Джоанна взглянула на часы. Нет никакой необходимости так спешить, подумала она. Сейчас она вернется к гостинице. Да, утро получилось самое чудесное: ни неприятных приключений, ни неприятных мыслей, ни приступов агорафобии…
Внутренний голос говорил ей: «Джоанна, ты думаешь в точности как больничная сиделка! Кто ты есть, как ты думаешь? Невменяемая? Умственно неполноценная? Нет, ты так о себе не думаешь! Тогда почему ты, ощущая такую гордость за себя, такое самодовольство, тем не менее чувствуешь большую усталость? В самом ли деле это утро выдалось такое приятное и спокойное для тебя? Не обманываешься ли ты?»
Джоанна заторопилась к гостинице, чувствуя, что вот-вот вся приятность этого утра пропадет и раздражающие мысли вновь захватят ее.
Войдя в столовую, она с удовольствием заметила некоторую перемену в блюдах, поданных на ленч. Перемена состояла в том, что на столе стояла тарелка, полная, груш! Разумеется, это тоже были консервы.
После ленча она поднялась в спальню и легла в постель.
Если бы только ей удалось уснуть и проспать до самого чая!
Но сон не приходил. Мозг ее был возбужден и требовал пищи. Она лежала с закрытыми глазами, но все ее тело было напряжено, словно ожидало чего-то, словно было настороже, готовое защитить себя от какой-то неведомой опасности. Все ее мышцы были напряжены.
«Я должна расслабиться, — подумала Джоанна, — я должна расслабиться».
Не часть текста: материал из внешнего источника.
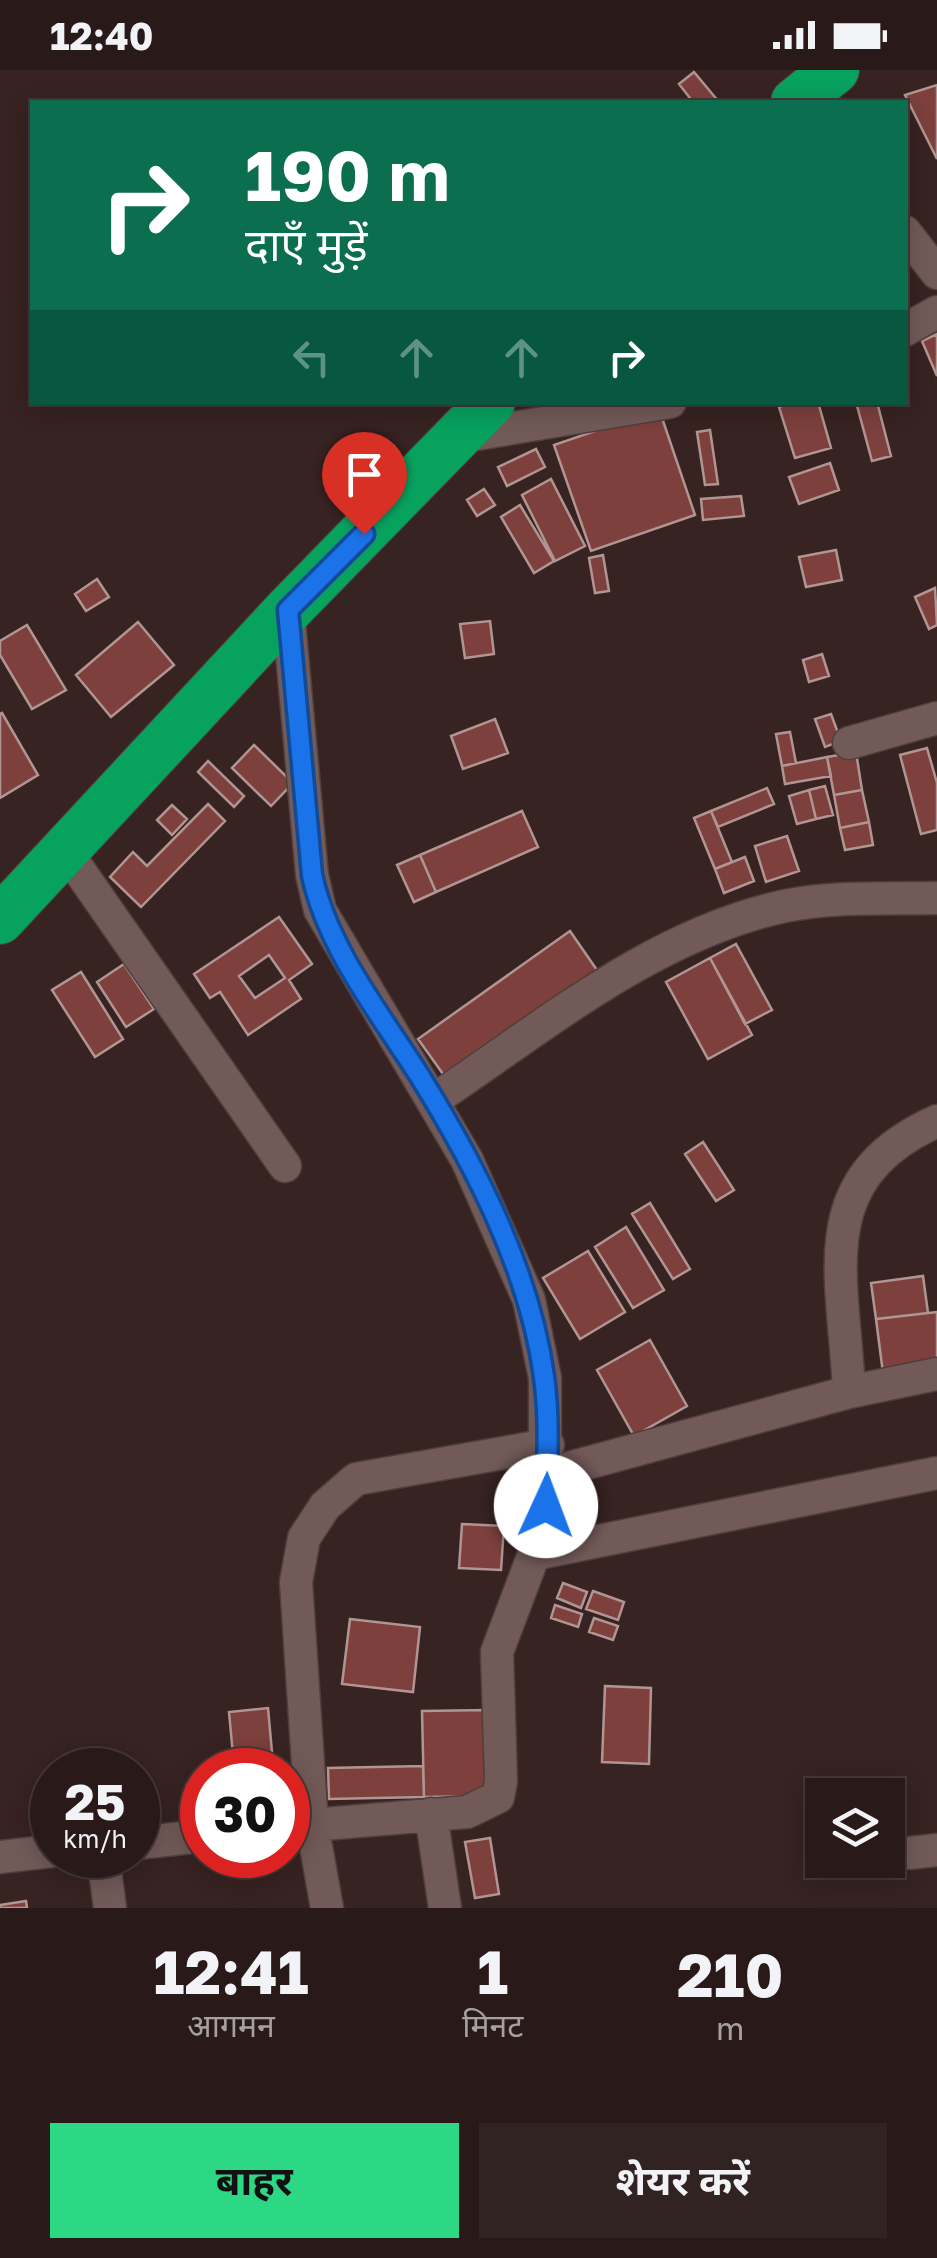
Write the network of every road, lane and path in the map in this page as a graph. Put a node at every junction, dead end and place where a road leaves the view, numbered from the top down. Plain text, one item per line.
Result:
1 (908, 236) edge
2 (937, 273) edge
3 (937, 312) edge
4 (908, 328) edge
5 (488, 405) edge
6 (652, 405) edge
7 (459, 437) junction
8 (288, 610) junction
9 (937, 718) edge
10 (850, 744) dead end
11 (64, 850) junction
12 (937, 898) edge
13 (0, 920) edge
14 (434, 1100) junction
15 (937, 1121) edge
16 (285, 1166) dead end
17 (937, 1374) edge
18 (849, 1392) junction
19 (547, 1460) junction
20 (937, 1473) edge
21 (534, 1554) junction
22 (299, 1748) edge
23 (431, 1814) junction
24 (310, 1825) edge
25 (30, 1854) edge
26 (0, 1857) edge
27 (310, 1858) edge
28 (106, 1878) edge
29 (110, 1908) edge
30 (326, 1908) edge
31 (445, 1908) edge

1 - 2 street
3 - 4 street
5 - 7 highway
6 - 7 street
7 - 8 highway
8 - 11 highway
8 - 14 street
9 - 10 street
11 - 13 highway
11 - 16 street
12 - 14 street
14 - 19 street
15 - 18 street
17 - 18 street
18 - 19 street
19 - 21 street
19 - 22 street
20 - 21 street
21 - 23 street
23 - 24 street
23 - 31 street
25 - 26 street
27 - 30 street
28 - 29 street

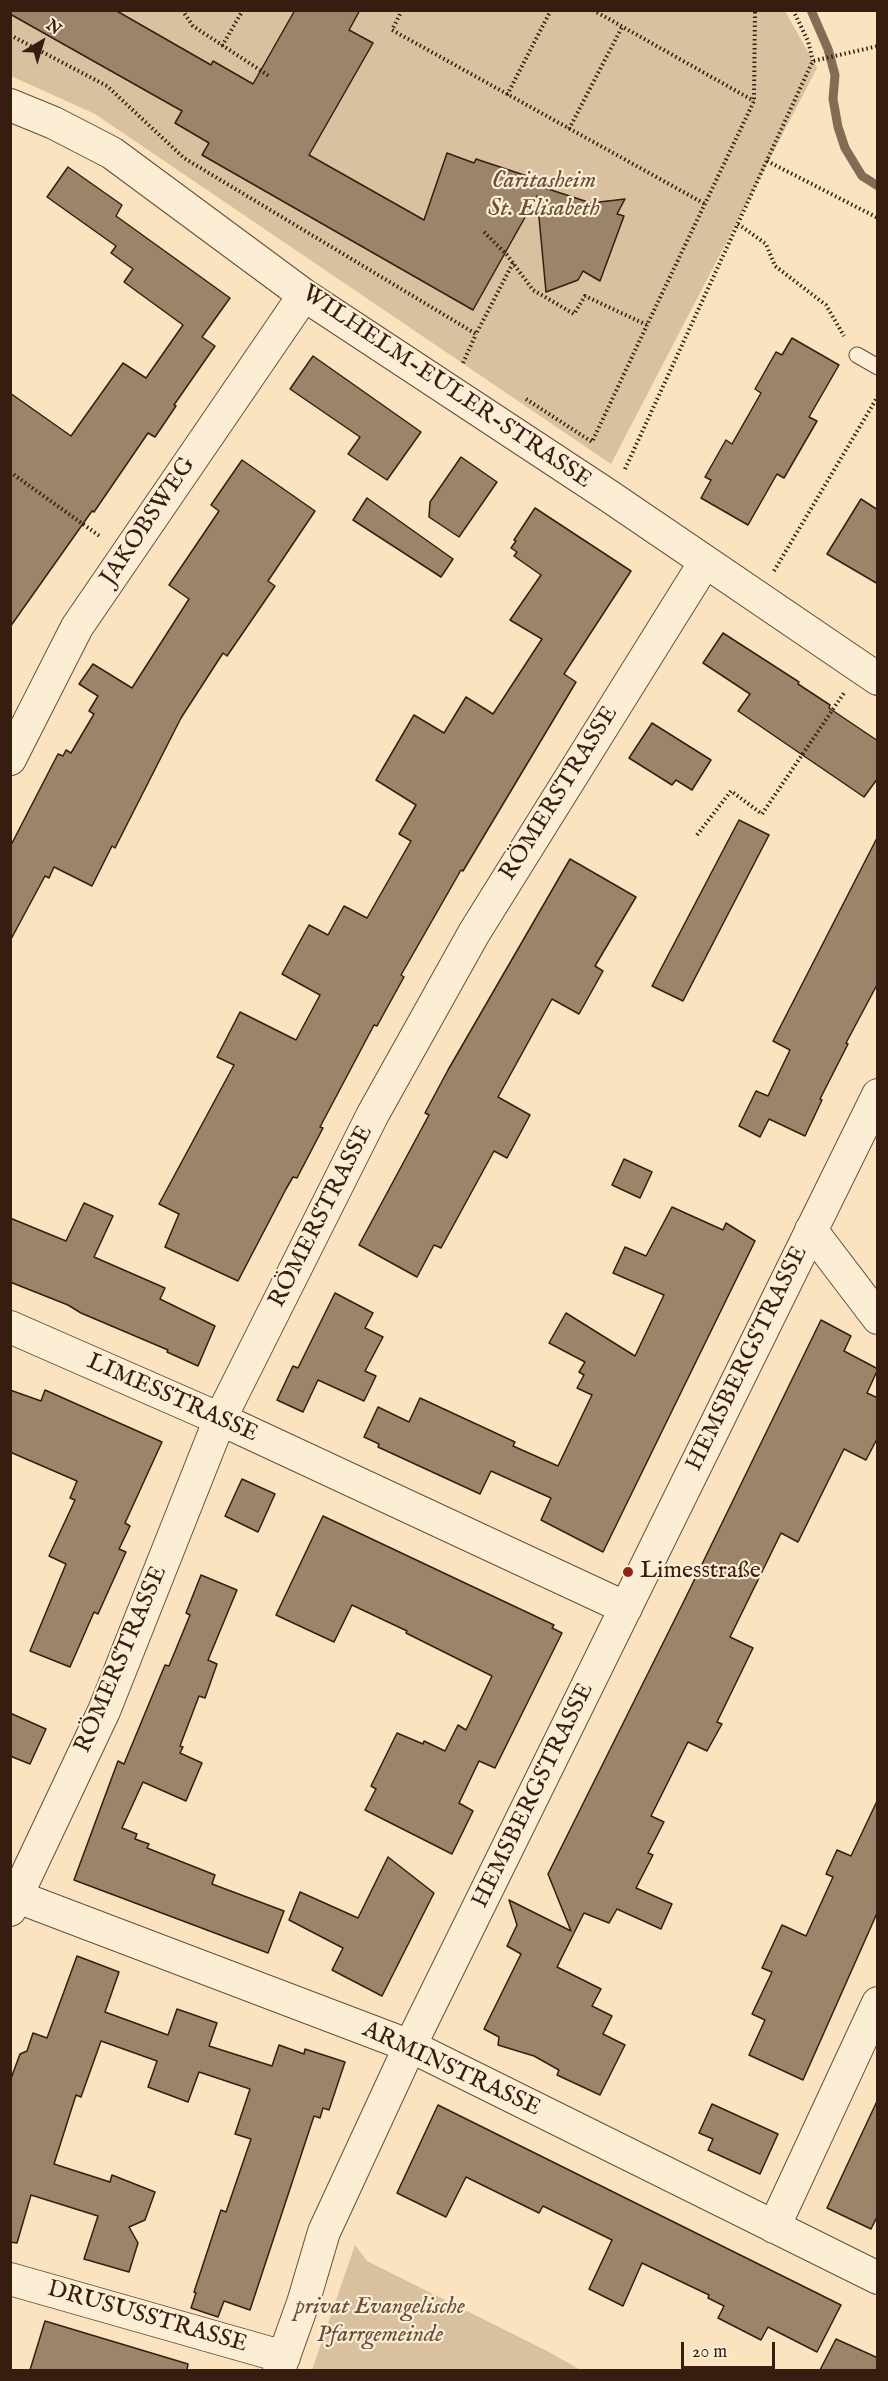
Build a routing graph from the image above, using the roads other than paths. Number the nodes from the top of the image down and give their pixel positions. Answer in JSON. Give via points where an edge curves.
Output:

Но расслабиться ей никак не удавалось. Все ее тело было напряжено, словно стальная пружина. Сердце бешено колотилось в груди. В возбужденном мозгу проносились лихорадочные бессвязные мысли. Такое состояние напомнило ей давно забытое, но хорошо знакомое прежде ощущение. Она мучительно старалась определить его, и наконец нашла верное сравнение — она чувствовала себя точно так же в кабинете у дантиста.
Главным в ее ощущениях было ожидание некой грозящей ей неприятности, предчувствие это занимало все ее мысли, словно она старалась приготовить себя к суровому испытанию.
Но что за испытание ожидало ее?
Что же должно было произойти?
Все эти ящерицы — неприятные воспоминания, сидели по своим норам и не высовывали носа. И все-таки у нее было ощущение приближающейся грозы. Своего рода затишье перед бурей. Ожидание чего-то страшного…
Святые небеса, ее вновь охватило смущение и неуверенность?
Она вспомнила мисс Гилби, ее слова о дисциплине, о духовном возрождении.
Возрождение! Да, она непременно должна хорошенько поразмыслить. Она непременно должна поразмыслить о… о чем? Может быть, о теософии? Или о буддизме?
Нет, она должна обратиться к своей вере. Она должна обратиться к Богу. Ей обязательно надо поразмыслить о любви к Богу. Боже… Отец наш сущий на небесах…
Она вспомнила своего отца, его ровно подстриженную шкиперскую каштановую бородку, его глубокие, в прищуре, голубые глаза, его любовь ко всему, что напоминало о кораблях в море. Сторонник самой строжайшей дисциплины, ее отец был самым типичным адмиралом в отставке. Джоанна вспомнила свою мать, высокую, стройную, рассеянную, неопрятную женщину, с беззаботными ласковыми манерами, благодаря которым никто не мог долго сердиться на нее, если даже она бывала совершенно невыносима.
Ее мать была настолько рассеянна, что могла прийти на званый ужин в перчатках разного цвета и криво надетой юбке, со шляпой, сидящей набок на копне пепельных волос, и при всем этом чувствовать себя совершенно счастливой и безмятежной, не замечающей неполадок в собственном туалете. Джоанну обычно возмущал гнев отца, отставного адмирала, почему-то направленный всегда на дочерей и никогда— на жену.